SUPPLIED INFORMATION:
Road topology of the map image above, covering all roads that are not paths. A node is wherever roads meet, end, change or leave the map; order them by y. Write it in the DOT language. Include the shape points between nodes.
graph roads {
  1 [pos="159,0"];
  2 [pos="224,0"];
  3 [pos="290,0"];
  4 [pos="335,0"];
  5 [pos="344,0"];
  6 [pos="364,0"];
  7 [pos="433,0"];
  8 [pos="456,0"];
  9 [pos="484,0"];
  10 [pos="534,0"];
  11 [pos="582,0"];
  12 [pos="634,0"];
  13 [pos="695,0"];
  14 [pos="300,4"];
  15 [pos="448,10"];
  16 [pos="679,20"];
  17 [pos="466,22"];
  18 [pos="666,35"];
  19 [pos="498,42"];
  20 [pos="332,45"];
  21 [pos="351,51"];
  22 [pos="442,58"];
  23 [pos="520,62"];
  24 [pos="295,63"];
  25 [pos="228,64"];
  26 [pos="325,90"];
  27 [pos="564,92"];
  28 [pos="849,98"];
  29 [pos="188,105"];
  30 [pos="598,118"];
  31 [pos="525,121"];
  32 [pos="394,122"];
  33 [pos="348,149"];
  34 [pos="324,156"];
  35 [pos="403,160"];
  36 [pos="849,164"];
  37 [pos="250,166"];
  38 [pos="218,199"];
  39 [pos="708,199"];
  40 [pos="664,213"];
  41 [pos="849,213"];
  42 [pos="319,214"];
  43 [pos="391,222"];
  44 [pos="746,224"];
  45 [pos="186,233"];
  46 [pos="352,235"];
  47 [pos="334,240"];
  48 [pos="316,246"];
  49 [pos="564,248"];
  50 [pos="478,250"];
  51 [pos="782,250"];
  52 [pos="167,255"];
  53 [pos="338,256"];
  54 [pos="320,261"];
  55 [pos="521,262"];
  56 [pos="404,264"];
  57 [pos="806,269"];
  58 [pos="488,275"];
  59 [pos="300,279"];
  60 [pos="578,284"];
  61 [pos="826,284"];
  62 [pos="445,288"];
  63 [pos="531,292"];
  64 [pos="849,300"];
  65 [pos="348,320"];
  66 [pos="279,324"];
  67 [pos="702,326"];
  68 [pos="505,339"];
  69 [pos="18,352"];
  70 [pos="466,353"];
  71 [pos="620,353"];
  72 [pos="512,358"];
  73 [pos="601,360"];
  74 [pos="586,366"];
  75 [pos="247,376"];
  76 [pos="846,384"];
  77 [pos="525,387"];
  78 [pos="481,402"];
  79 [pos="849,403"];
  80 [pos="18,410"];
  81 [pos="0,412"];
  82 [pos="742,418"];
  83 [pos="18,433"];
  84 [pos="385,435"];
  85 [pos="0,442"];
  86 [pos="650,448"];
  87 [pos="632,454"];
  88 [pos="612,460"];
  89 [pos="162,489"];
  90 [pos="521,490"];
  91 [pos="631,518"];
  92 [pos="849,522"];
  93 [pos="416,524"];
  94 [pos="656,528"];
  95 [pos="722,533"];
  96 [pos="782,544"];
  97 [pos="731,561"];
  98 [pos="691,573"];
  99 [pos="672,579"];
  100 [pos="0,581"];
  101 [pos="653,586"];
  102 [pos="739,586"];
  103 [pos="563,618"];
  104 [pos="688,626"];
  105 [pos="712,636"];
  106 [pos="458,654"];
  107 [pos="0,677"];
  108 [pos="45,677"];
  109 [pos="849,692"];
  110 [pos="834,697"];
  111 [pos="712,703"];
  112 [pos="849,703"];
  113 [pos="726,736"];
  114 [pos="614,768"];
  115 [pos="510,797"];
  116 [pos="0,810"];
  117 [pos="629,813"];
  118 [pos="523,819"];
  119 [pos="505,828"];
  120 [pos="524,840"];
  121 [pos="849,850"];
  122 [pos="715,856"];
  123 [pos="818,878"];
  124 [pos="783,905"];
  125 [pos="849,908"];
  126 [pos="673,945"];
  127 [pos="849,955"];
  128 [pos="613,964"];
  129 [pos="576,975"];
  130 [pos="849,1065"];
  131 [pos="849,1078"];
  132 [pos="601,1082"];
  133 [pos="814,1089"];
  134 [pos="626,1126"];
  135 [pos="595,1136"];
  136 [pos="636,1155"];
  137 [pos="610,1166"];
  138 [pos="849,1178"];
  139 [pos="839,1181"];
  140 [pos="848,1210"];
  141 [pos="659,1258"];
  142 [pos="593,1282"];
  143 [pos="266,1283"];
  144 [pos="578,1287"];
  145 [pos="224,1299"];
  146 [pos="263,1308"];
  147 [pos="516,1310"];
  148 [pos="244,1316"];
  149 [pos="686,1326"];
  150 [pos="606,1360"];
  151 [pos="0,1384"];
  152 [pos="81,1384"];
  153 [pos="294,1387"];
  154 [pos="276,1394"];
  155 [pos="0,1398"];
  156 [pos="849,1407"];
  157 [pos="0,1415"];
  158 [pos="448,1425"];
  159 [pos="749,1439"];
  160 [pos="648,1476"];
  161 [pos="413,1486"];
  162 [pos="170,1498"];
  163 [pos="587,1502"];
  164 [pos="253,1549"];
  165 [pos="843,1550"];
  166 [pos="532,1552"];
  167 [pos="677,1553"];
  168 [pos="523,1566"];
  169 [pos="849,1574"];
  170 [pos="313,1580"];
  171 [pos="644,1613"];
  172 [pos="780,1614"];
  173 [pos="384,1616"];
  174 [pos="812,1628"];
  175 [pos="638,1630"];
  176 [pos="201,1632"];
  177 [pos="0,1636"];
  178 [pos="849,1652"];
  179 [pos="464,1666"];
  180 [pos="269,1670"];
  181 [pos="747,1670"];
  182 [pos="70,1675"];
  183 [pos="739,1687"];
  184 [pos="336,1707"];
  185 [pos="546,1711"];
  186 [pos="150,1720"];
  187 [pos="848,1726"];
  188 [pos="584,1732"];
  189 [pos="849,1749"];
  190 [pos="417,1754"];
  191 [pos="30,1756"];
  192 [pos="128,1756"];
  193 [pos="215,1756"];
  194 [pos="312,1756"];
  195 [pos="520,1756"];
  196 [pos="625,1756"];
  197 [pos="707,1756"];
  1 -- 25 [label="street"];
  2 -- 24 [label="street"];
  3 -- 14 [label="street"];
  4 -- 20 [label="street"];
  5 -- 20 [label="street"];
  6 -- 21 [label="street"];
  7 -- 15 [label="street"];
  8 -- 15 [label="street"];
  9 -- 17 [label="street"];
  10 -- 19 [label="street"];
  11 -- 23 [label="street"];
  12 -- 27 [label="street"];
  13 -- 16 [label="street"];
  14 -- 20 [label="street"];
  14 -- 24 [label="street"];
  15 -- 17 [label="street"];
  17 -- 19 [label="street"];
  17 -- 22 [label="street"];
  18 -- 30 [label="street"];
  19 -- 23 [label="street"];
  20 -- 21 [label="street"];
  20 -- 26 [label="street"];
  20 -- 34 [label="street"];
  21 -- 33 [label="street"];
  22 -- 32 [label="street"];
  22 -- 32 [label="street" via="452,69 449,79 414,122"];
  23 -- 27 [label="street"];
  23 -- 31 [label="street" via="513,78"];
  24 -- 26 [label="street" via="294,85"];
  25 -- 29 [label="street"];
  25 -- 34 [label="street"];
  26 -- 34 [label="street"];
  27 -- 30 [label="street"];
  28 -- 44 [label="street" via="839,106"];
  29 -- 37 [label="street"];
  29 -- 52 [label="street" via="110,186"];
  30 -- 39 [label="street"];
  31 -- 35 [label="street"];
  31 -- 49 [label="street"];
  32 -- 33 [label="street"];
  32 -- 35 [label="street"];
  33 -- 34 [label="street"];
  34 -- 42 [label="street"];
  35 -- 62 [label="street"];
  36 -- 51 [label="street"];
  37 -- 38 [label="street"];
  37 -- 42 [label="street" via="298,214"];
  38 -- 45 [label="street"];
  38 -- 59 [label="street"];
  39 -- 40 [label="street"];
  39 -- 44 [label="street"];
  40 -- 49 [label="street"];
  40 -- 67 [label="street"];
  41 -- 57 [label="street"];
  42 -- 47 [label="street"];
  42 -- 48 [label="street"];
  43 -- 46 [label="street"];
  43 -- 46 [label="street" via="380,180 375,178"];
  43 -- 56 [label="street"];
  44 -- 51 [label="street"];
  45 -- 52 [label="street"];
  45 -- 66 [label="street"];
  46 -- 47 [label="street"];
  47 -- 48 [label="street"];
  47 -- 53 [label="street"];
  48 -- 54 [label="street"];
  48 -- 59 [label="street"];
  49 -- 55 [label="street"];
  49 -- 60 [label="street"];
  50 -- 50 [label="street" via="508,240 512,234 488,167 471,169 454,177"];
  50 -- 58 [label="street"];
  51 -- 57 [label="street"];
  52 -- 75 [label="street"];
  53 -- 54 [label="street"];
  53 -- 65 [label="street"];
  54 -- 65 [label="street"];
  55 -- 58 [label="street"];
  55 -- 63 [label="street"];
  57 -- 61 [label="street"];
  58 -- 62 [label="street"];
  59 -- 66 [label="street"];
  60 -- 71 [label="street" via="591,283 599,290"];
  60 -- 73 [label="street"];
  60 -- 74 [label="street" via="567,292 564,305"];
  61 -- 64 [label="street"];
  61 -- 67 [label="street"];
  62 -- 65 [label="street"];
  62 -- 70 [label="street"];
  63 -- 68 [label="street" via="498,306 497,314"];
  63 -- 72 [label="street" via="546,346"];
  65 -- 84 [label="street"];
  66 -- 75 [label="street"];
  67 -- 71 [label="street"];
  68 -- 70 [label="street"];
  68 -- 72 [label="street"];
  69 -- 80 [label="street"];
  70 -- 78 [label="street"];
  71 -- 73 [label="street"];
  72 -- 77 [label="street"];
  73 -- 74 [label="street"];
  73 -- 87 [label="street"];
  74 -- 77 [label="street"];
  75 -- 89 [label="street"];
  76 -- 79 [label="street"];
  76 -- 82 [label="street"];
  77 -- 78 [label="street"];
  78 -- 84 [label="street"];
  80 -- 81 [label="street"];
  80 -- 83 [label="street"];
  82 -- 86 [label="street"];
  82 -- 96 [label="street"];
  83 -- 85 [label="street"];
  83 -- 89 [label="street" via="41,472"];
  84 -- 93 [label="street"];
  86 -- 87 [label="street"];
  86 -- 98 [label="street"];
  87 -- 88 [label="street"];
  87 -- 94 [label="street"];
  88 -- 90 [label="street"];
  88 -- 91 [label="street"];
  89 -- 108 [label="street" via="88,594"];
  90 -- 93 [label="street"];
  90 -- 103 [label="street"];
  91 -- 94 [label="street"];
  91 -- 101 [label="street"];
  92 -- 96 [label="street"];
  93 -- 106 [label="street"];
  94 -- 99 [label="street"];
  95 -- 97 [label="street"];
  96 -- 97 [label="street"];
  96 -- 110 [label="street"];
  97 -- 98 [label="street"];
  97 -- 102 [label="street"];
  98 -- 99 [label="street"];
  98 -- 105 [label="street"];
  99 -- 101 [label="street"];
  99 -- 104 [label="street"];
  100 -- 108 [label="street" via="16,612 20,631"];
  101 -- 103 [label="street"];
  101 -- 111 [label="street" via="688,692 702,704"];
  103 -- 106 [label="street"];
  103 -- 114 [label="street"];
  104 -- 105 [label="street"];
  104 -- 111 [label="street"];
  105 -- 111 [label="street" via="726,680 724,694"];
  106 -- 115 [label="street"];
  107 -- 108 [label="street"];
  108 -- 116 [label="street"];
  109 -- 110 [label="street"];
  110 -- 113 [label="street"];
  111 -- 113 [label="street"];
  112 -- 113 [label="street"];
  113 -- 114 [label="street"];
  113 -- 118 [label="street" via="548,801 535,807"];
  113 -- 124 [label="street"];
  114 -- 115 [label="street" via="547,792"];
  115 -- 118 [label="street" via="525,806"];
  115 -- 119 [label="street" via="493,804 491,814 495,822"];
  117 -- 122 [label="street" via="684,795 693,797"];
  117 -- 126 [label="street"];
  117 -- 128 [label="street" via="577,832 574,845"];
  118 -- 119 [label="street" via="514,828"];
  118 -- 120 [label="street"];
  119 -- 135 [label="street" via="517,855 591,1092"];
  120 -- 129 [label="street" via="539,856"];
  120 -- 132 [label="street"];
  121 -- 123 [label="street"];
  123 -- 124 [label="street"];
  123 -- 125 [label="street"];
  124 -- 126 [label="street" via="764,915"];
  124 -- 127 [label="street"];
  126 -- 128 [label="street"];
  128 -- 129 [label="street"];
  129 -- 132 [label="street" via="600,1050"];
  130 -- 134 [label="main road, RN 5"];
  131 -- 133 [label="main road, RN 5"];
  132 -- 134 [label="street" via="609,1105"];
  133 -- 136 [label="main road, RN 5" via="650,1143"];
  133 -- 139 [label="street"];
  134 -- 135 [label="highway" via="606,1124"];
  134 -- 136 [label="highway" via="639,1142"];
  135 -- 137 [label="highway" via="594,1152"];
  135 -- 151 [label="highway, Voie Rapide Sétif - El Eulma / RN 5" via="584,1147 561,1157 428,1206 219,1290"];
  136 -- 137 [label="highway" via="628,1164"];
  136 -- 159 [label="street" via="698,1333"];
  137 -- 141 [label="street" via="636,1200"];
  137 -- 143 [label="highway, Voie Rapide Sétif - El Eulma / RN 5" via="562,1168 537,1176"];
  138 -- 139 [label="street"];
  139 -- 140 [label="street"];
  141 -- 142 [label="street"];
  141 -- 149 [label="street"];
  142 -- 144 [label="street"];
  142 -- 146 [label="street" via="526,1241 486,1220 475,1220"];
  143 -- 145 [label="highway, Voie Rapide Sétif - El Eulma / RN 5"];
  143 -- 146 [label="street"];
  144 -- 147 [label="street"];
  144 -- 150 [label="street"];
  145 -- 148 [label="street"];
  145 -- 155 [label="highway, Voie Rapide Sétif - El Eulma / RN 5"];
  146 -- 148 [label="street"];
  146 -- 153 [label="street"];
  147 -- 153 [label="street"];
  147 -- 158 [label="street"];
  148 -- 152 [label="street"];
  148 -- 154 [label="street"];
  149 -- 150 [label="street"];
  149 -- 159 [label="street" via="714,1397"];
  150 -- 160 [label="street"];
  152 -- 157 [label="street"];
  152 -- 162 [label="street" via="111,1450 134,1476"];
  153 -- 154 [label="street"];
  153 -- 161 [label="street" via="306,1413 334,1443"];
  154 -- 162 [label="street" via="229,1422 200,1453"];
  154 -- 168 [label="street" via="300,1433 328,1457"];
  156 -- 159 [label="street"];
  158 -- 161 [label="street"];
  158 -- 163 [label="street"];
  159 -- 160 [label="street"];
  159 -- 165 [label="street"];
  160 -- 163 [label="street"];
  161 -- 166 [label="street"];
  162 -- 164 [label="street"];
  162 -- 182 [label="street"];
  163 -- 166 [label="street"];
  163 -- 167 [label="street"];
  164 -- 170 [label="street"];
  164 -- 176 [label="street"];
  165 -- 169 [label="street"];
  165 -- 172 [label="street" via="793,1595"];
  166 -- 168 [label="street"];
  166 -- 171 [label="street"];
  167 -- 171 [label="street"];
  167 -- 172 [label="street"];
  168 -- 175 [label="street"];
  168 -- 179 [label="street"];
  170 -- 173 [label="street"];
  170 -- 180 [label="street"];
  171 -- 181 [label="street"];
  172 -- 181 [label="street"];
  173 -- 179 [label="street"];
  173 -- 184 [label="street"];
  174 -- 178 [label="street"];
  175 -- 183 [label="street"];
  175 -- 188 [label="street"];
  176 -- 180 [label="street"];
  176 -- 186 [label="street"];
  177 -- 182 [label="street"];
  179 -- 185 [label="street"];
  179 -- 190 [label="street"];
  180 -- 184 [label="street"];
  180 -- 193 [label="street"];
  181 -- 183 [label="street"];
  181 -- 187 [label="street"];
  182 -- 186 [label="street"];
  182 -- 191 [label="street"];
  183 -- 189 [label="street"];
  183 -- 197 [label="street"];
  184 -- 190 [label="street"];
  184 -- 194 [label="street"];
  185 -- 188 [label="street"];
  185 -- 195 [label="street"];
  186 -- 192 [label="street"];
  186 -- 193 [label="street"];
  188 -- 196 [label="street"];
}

WORK INSTRUCTIONS:
Out of the material above, gather each line where "Eulma" appears.

WRITTEN ANSWER:
  135 -- 151 [label="highway, Voie Rapide Sétif - El Eulma / RN 5" via="584,1147 561,1157 428,1206 219,1290"];
  137 -- 143 [label="highway, Voie Rapide Sétif - El Eulma / RN 5" via="562,1168 537,1176"];
  143 -- 145 [label="highway, Voie Rapide Sétif - El Eulma / RN 5"];
  145 -- 155 [label="highway, Voie Rapide Sétif - El Eulma / RN 5"];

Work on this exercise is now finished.